Madam Speaker, I was highlighting the changes that were made in the bill. Perhaps the hon. member thinks it is a bit of history. It is also helpful to put the amendments in some context, which I was doing, and to address those concerns to members of the House.
As I said, it is targeting the young, small firms whose needs are served by small business financing programs. There is no question that the bill will help assist in that regard. The measure of success of the program is the extent to which small businesses would have had to borrow money without the program being in place.
I would like to point out some key provisions the member was asking about. The bill would provide authority to the Department of Industry to conduct audits to ensure compliance with the act and regulations. It certainly will provide authority to create limited pilot programs, something that we need on a cost recovery basis, on capital leasing and lending to the volunteer sector.
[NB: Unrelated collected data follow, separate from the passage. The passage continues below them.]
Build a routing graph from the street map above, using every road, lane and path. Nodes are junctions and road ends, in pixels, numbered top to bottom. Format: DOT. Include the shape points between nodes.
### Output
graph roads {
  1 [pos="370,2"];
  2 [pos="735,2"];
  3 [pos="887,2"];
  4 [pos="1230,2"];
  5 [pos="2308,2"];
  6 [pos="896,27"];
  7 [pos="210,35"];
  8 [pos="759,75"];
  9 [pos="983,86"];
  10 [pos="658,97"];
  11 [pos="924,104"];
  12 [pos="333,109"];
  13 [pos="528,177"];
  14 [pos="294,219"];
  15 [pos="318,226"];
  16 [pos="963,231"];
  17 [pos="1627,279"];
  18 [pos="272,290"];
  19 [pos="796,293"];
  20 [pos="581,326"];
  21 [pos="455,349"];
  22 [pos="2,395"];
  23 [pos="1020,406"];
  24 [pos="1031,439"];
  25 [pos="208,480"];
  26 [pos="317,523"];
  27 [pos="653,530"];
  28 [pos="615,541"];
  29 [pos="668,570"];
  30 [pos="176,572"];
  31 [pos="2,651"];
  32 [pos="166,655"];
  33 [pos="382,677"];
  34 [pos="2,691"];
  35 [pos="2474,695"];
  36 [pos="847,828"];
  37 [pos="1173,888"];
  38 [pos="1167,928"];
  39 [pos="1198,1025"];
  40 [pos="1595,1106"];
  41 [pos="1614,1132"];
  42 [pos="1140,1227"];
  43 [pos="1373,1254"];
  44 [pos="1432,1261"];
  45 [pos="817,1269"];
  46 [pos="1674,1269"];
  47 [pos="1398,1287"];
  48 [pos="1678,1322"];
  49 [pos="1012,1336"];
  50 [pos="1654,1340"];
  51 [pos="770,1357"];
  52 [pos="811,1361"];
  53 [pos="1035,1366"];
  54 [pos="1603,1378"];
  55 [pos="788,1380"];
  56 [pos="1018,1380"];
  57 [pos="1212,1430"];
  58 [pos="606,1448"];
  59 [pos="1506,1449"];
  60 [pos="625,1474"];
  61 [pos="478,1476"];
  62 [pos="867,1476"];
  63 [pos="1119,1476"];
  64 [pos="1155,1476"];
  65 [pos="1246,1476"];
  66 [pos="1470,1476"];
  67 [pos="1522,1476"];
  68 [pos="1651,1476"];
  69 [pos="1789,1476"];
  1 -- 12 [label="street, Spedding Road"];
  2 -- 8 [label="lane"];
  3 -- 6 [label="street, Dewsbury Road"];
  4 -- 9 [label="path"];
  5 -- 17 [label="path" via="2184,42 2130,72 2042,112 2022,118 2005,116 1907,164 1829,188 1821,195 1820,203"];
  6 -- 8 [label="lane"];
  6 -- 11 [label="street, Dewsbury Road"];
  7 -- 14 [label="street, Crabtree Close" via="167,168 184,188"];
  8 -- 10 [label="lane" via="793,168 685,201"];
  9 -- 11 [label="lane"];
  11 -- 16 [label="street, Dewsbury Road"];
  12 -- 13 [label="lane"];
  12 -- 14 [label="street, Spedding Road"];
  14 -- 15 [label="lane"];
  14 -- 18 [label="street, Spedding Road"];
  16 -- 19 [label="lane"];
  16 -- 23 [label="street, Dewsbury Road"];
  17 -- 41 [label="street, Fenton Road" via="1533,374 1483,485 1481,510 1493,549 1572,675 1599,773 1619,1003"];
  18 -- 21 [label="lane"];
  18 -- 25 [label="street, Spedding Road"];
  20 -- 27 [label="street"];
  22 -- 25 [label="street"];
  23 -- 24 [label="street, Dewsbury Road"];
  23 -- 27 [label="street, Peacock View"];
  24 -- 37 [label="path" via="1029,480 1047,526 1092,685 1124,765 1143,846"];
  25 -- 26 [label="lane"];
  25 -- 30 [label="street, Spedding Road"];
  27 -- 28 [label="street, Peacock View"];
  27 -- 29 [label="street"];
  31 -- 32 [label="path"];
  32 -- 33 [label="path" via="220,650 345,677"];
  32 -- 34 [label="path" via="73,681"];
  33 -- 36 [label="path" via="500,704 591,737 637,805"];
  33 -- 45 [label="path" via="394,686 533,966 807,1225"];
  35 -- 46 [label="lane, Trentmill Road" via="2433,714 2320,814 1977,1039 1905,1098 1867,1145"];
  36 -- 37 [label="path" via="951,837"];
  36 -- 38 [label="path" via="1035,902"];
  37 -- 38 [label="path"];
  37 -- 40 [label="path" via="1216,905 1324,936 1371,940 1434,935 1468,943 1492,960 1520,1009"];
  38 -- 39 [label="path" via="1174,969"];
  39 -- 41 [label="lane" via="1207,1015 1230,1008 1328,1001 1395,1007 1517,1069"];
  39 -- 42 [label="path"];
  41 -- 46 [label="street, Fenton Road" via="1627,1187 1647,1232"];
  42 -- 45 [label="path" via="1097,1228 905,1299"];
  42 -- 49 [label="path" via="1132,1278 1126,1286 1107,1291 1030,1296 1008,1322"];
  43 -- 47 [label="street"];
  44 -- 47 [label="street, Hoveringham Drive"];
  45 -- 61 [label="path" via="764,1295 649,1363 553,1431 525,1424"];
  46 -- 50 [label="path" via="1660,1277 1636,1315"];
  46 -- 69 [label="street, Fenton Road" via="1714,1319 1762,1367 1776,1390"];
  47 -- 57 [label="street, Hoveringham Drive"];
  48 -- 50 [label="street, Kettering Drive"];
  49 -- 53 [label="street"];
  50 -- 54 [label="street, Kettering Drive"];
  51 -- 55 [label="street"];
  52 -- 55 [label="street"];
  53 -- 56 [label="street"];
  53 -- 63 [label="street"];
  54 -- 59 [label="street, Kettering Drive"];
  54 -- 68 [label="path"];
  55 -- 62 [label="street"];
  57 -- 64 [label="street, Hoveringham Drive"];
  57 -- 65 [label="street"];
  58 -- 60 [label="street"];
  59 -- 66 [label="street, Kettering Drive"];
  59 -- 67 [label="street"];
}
The government's contingency liability would be capped at $1.5 billion over five years. This means again, regardless of the dollar value for the loans made under the act, the taxpayers would never have to cover more than $1.5 billion on loans during that period.
It is clear that economic impact studies also show that the program has been successful in providing funding to firms that predominantly would not otherwise be able to obtain it. The amendments in the bill, as pointed out, would strengthen the capacity and the ability of small business entrepreneurs to provide necessary jobs, to develop necessary technology and to expand their businesses.
Small business is the engine of the country. It is important that all members note that in giving support to the amendments and to the bill we will have a stronger small business community across the country, thereby creating the kind of economic output necessary to continue our strong recovery.